Keinginan mendaki gunung Bawakaraeng tak mewujud. Berselang
tiga bulan kemudian setelah rencana itu, nyatanya saya telah berada di puncak
perbukitan daerah perbatasan Kabupaten Pangkep dan Kabupaten Barru. Pendakian
yang tak terlupakan sekaligus pendakian yang tak terencanakan. Hari itu, saya
dan beberapa kawan hanya berniat mengobservasi sebuah kawasan perkemahan di
lereng hutan lindung pemerintah Pangkep. Intinya, kami tersesat dan itu
menyenangkan. Sedikitpun saya tak menyesalkan kejadian itu. Saya merasakan
sensasi mendaki gunung yang telah lama mengendap di relung memori jaman SMA.
Hari itu, saya seolah kembali ke masa lalu. Lelah dan belelah-lelah. Apalagi
hujan mengguyur deras. Seluruh tubuh seketika dingin tanpa perlawanan.
Hutan lindung yang saya maksud tadi adalah Hutan Tabo-Tabo milik
pemerintah Pangkep. Berbatasan langsung dengan daerah teritorial Kabupaten
Barru. Di pinggiran hutan itulah kami berencana melakukan perkemahan yang
bernuansa orientasi. Tepatnya orientasi anggota baru di organisasi saya.
Merawat mimpi memang tak mudah. Butuh konsistensi dan
militansi. Bila jiwa kita adalah jiwa pemimpi sangat penting untuk tidak
mengandalkan keberuntungan. Keberuntungan hanyalah 5% dari sebuah kenyataan
yang kita rencanakan. Selebihnya adalah keutuhan sebuah tekad untuk mewujudkan
mimpi.
Serupa dengan keinginan mendaki gunung tadi. Keinginan itu
lahir dari ketidakpuasan saya saat tengah berada di jalur pendakian menuju
Gunung Semeru di daerah Lumajang Jawa Timur. Hari itu saya tengah berada di
Ranupane, pos pertama menuju Gunung Mahameru sebutan lain Gunung Semeru.

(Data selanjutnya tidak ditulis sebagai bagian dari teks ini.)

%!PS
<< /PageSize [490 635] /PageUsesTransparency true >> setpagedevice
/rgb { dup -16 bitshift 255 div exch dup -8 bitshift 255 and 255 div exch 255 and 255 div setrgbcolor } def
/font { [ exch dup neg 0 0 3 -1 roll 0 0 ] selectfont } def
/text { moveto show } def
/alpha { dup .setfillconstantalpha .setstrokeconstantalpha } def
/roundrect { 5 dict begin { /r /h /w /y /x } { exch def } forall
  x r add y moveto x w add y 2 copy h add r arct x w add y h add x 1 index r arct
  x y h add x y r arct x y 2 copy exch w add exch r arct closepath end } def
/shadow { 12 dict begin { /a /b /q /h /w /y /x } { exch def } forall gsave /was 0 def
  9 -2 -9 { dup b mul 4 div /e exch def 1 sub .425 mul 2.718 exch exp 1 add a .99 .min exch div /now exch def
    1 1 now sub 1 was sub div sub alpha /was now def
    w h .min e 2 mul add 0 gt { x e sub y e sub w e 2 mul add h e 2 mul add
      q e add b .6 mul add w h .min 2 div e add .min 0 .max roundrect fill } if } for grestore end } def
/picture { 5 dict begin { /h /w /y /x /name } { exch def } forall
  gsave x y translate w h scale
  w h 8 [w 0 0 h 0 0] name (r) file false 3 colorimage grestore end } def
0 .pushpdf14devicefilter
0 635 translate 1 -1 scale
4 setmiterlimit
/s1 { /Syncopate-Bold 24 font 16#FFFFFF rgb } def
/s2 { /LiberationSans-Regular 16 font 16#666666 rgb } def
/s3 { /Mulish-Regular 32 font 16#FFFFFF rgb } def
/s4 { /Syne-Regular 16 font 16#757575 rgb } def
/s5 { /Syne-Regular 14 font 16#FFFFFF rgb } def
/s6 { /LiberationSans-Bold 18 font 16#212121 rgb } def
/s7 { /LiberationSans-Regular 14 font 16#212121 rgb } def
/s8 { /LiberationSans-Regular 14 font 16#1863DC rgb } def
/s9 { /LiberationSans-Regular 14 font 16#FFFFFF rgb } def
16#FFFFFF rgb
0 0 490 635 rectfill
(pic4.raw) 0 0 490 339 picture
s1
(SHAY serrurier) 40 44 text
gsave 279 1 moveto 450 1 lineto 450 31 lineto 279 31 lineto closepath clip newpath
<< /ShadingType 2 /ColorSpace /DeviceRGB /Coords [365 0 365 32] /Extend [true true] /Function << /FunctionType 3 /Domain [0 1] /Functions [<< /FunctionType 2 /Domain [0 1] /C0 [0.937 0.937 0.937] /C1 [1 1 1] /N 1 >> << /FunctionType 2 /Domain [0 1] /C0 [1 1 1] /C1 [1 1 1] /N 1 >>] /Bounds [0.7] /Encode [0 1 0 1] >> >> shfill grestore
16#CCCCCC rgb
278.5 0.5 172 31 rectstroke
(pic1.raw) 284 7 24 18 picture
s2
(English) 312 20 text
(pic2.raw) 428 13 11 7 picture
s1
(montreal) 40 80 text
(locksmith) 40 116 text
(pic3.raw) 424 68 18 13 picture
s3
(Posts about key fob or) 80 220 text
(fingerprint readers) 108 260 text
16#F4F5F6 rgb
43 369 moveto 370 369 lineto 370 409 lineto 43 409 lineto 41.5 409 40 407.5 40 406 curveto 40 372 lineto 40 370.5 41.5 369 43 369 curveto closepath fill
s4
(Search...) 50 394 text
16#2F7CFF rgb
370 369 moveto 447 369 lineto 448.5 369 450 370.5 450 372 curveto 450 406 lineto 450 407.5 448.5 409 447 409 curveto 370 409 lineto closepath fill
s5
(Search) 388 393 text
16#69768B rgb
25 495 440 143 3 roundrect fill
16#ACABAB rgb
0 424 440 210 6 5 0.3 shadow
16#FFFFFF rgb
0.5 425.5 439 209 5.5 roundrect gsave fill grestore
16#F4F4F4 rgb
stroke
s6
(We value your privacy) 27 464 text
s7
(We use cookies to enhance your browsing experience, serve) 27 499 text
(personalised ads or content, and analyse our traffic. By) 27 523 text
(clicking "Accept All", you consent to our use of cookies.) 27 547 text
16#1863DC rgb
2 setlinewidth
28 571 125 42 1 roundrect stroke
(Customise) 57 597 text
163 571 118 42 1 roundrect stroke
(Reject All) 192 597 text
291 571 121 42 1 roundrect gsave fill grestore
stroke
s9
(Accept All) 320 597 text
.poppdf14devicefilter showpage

Waktu yang membuat saya berhenti. Berhenti melakukan
perjalanan menuju gunung terindah itu. Jika saja waktu itu hanya ada saya
sendiri, saya akan mendaki dan memikirkan waktu. Saya hanya sempat mengambil
gambar dengan background Gunung
Semeru yang tangguh itu. Itupun harus saya lakukan sepagi mungkin untuk
menyaksikan gunung itu nampak bersama dengan horison yang di bawa oleh cahaya
mentari. Saya berjuang. Melakukan pendakian ringan. Mengabaikan dinginnya suhu
pagi di desa tertinggi di Indonesia itu. Kalau tak salah mengingat Desa
Ranupani berada di ketinggian 2300-an meter dpl.
Itulah waktu, seolah melaju terlalu cepat. Membuat kita
berhenti melangkah karena time up. Saya
pulang dari Ranupani membawa segumpal hasrat besar pendakian gunung. Saya
membidik Gunung Bawakaraeng, namun akhirnya hanya sampai di Hutan Tabo-Tabo
Pangkep. Tapi, saya meyakini. Pendakian berjam-jam di Hutan Tabo-Tabo bukanlah
sebuah kebetulan, apalagi keberuntungan . Saya menganggap perjalanan itu adalah
sebuah jalan yang telah saya pilih untuk menuju sebuah pendakian. Bukankah kita
semua bertindak dengan opsi-opsi yang timbul tenggelam di wajah pikiran kita.